Nothing but the records, repeated word for word and free of pictures, belongs in the answer.

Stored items
**********
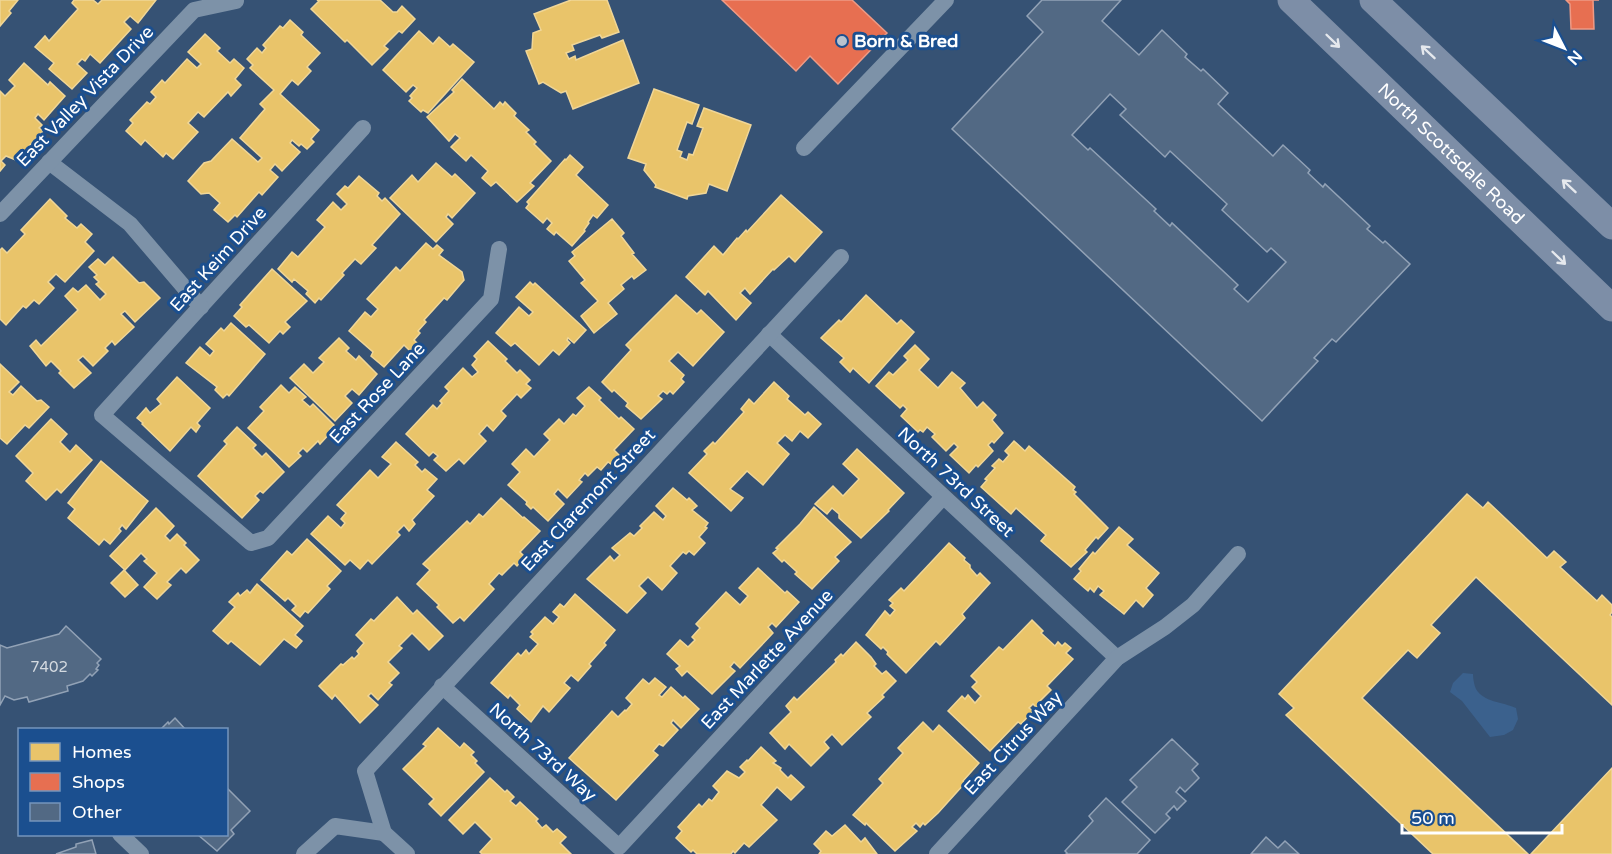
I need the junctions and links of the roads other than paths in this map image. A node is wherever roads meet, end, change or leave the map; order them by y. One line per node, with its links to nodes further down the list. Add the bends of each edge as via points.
1 (946, 0): 6 (street)
2 (1291, 0): 13 (main road, North Scottsdale Road, one-way to 13)
3 (1373, 0): 9 (main road, one-way to 3)
4 (236, 1): 7 (street, East Valley Vista Drive, via 194,10)
5 (363, 128): 12 (street, East Keim Drive)
6 (804, 148)
7 (49, 162): 8 (street, East Valley Vista Drive); 12 (street, via 130,224)
8 (0, 214)
9 (1612, 226)
10 (499, 249): 15 (street, East Rose Lane, via 491,299 268,538 251,543)
11 (841, 257): 14 (street, East Claremont Street)
12 (201, 307): 15 (street, East Keim Drive)
13 (1612, 308)
14 (769, 334): 16 (street, North 73rd Street); 19 (street, East Claremont Street)
15 (102, 415)
16 (943, 497): 18 (street, North 73rd Street); 22 (street, East Marlette Avenue)
17 (1238, 555): 18 (street, East Citrus Way, via 1193,605)
18 (1118, 658): 26 (street, East Citrus Way)
19 (442, 686): 20 (street, East Claremont Street, via 365,771); 22 (street, North 73rd Way)
20 (384, 832): 24 (street, via 334,826); 25 (street)
21 (122, 836): 23 (street)
22 (619, 847)
23 (141, 854)
24 (304, 854)
25 (407, 854)
26 (937, 854)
**********
WRITTEN REPLY>
I need the junctions and links of the roads other than paths in this map image. A node is wherever roads meet, end, change or leave the map; order them by y. One line per node, with its links to nodes further down the list. Add the bends of each edge as via points.
1 (946, 0): 6 (street)
2 (1291, 0): 13 (main road, North Scottsdale Road, one-way to 13)
3 (1373, 0): 9 (main road, one-way to 3)
4 (236, 1): 7 (street, East Valley Vista Drive, via 194,10)
5 (363, 128): 12 (street, East Keim Drive)
6 (804, 148)
7 (49, 162): 8 (street, East Valley Vista Drive); 12 (street, via 130,224)
8 (0, 214)
9 (1612, 226)
10 (499, 249): 15 (street, East Rose Lane, via 491,299 268,538 251,543)
11 (841, 257): 14 (street, East Claremont Street)
12 (201, 307): 15 (street, East Keim Drive)
13 (1612, 308)
14 (769, 334): 16 (street, North 73rd Street); 19 (street, East Claremont Street)
15 (102, 415)
16 (943, 497): 18 (street, North 73rd Street); 22 (street, East Marlette Avenue)
17 (1238, 555): 18 (street, East Citrus Way, via 1193,605)
18 (1118, 658): 26 (street, East Citrus Way)
19 (442, 686): 20 (street, East Claremont Street, via 365,771); 22 (street, North 73rd Way)
20 (384, 832): 24 (street, via 334,826); 25 (street)
21 (122, 836): 23 (street)
22 (619, 847)
23 (141, 854)
24 (304, 854)
25 (407, 854)
26 (937, 854)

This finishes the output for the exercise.